Unfortunately, for every photograph that creatively explores the medium, Human Conditions offers another piece that is merely ho-hum. Kelly Maron’s “1 Roll in 15 Frames” is a giant 8-by-10-inch reproduction of a printed film roll, showing 15 views of the same woman’s face, shot head-on every few seconds. The images are cleanly executed but far from intriguing, and this idea has been done to death. Similarly, Jason Hughes’ “Self-Portrait,” a series of tiny images of the artist’s head, presented in varying degrees of profile and shade gradation, feels trite next to the show’s more ambitious offerings.
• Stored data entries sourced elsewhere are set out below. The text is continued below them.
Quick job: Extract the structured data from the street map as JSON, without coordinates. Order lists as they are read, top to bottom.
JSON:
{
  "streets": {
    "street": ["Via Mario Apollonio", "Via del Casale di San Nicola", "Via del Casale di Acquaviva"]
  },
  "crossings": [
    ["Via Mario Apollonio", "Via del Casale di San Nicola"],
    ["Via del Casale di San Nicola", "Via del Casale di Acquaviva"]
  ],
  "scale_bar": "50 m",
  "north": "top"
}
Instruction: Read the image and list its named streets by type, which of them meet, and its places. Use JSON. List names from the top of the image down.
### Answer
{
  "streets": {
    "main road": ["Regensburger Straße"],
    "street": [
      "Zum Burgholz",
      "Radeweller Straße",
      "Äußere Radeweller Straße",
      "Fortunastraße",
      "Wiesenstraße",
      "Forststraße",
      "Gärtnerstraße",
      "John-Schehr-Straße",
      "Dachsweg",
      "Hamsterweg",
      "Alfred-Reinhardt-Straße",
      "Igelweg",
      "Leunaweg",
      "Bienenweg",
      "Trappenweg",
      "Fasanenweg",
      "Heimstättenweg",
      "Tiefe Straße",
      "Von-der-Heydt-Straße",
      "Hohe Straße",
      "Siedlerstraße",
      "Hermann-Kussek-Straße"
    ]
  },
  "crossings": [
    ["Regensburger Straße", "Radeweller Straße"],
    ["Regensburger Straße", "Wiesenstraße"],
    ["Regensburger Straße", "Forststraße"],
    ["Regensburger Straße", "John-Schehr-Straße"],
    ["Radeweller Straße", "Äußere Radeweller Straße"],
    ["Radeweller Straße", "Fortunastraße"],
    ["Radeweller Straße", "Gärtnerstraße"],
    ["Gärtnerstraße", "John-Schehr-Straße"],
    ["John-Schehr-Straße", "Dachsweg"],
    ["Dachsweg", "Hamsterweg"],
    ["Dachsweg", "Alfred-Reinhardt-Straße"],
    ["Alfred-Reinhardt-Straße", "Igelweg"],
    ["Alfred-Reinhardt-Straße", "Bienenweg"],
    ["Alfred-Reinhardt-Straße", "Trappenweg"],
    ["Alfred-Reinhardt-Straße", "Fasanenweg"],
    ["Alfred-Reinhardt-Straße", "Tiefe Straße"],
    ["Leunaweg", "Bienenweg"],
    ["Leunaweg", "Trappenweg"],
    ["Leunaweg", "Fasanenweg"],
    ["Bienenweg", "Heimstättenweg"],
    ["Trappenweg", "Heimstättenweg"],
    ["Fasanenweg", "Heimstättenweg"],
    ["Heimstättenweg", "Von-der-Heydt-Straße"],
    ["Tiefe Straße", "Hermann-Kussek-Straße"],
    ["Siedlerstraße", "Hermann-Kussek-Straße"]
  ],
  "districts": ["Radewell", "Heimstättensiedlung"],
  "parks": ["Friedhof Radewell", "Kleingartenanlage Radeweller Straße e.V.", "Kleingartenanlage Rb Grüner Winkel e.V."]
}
Jacqueline Schlossman’s images of Baltimore focus on discarded McDonald’s cups, tangled mesh, and other urban detritus—just like every college student’s Photo 101 portfolio. Schlossman does it better, of course, but she lacks a new take on it here. Emily J. Denlinger’s bizarre, fairy-tale-like vignettes find her clipping photos out of magazines and recombining them to create puppetlike dolls, which she then arranges in dioramas. In this age of Photoshop, Denlinger’s homemade aesthetic is an intriguing idea—and her backgrounds are stunningly eerie, like something out of an antique dollhouse—but ultimately the pieces feel unfocused, a shaky first step toward greater things.

Despite the hit-and-miss quality of Human Conditions, MAP deserves some admiration for mounting such a tight exhibit during the summer off-season. In conjunction with the show, the gallery offers its “smART lunch series” during July—a series of free half-hour Wednesday afternoon gallery talks. There’s also a charming series of prints from the Mount Washington School’s Writing and Photography Project in the lobby hallway, featuring the precocious work of elementary-school students who are picking up cameras for the very first time. It’s a sweet counterpoint to the photography in the gallery proper, and well worth a lunchtime peek.